What to expect when starting

You'll begin at a low dose (0.25 mg for semaglutide, 2.5 mg for tirzepatide) and increase every four weeks. The first month is mostly about tolerability. Most patients see initial weight changes by week 4–8, meaningful HbA1c improvement by week 12, and the bulk of benefit between months 4 and 12. Your Kaivo doctor — trained at AIIMS and at hospitals in the AIIMS network — will check your HbA1c, kidney function, and lipid panel before starting and at regular intervals. For the full baseline and monitoring panel — and why B12 monitoring matters if you're on metformin — see which blood tests you need before and during a GLP-1.
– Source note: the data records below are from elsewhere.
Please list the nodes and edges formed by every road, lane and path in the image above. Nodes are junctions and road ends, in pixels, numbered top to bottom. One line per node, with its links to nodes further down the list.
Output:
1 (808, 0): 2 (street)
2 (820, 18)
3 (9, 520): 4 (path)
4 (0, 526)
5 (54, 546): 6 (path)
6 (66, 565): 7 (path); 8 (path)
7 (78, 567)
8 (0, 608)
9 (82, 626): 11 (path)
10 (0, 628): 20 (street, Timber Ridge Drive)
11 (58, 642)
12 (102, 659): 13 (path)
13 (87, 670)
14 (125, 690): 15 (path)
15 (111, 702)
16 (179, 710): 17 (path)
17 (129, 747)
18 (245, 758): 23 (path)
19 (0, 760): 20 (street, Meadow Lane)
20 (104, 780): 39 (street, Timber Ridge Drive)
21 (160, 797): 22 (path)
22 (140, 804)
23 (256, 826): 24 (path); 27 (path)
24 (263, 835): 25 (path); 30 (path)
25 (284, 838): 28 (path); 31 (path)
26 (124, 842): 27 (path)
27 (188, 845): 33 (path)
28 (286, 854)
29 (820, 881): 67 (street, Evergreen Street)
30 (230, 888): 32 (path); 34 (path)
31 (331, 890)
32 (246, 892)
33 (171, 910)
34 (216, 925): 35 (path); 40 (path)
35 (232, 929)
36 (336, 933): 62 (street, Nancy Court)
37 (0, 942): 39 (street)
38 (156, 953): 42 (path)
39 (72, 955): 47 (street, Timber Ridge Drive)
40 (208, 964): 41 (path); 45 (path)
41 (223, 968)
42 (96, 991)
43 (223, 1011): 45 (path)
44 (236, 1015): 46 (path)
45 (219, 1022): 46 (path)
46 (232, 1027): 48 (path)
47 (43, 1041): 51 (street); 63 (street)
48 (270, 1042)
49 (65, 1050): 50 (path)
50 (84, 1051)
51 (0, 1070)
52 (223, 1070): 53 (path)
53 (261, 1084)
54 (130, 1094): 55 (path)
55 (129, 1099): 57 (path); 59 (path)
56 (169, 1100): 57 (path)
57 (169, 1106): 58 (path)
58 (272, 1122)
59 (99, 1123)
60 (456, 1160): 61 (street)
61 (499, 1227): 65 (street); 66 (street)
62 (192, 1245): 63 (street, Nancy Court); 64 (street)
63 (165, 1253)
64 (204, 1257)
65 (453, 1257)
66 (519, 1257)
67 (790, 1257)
  1. Marso SP, Bain SC, Consoli A, et al. Semaglutide and Cardiovascular Outcomes in Patients with Type 2 Diabetes (SUSTAIN-6). N Engl J Med. 2016;375(19):1834–1844.
  2. Frías JP, Davies MJ, Rosenstock J, et al. Tirzepatide versus Semaglutide Once Weekly in Patients with Type 2 Diabetes (SURPASS-2). N Engl J Med. 2021;385(6):503–515.
  3. Davies M, Færch L, Jeppesen OK, et al. Semaglutide 2.4 mg once a week in adults with overweight or obesity, and type 2 diabetes (STEP-2). Lancet. 2021;397(10278):971–984.
  4. Lincoff AM, Brown-Frandsen K, Colhoun HM, et al. Semaglutide and Cardiovascular Outcomes in Obesity without Diabetes (SELECT). N Engl J Med. 2023;389(24):2221–2232.
  5. Perkovic V, Tuttle KR, Rossing P, et al. Effects of Semaglutide on Chronic Kidney Disease in Patients with Type 2 Diabetes (FLOW). N Engl J Med. 2024;391(2):109–121.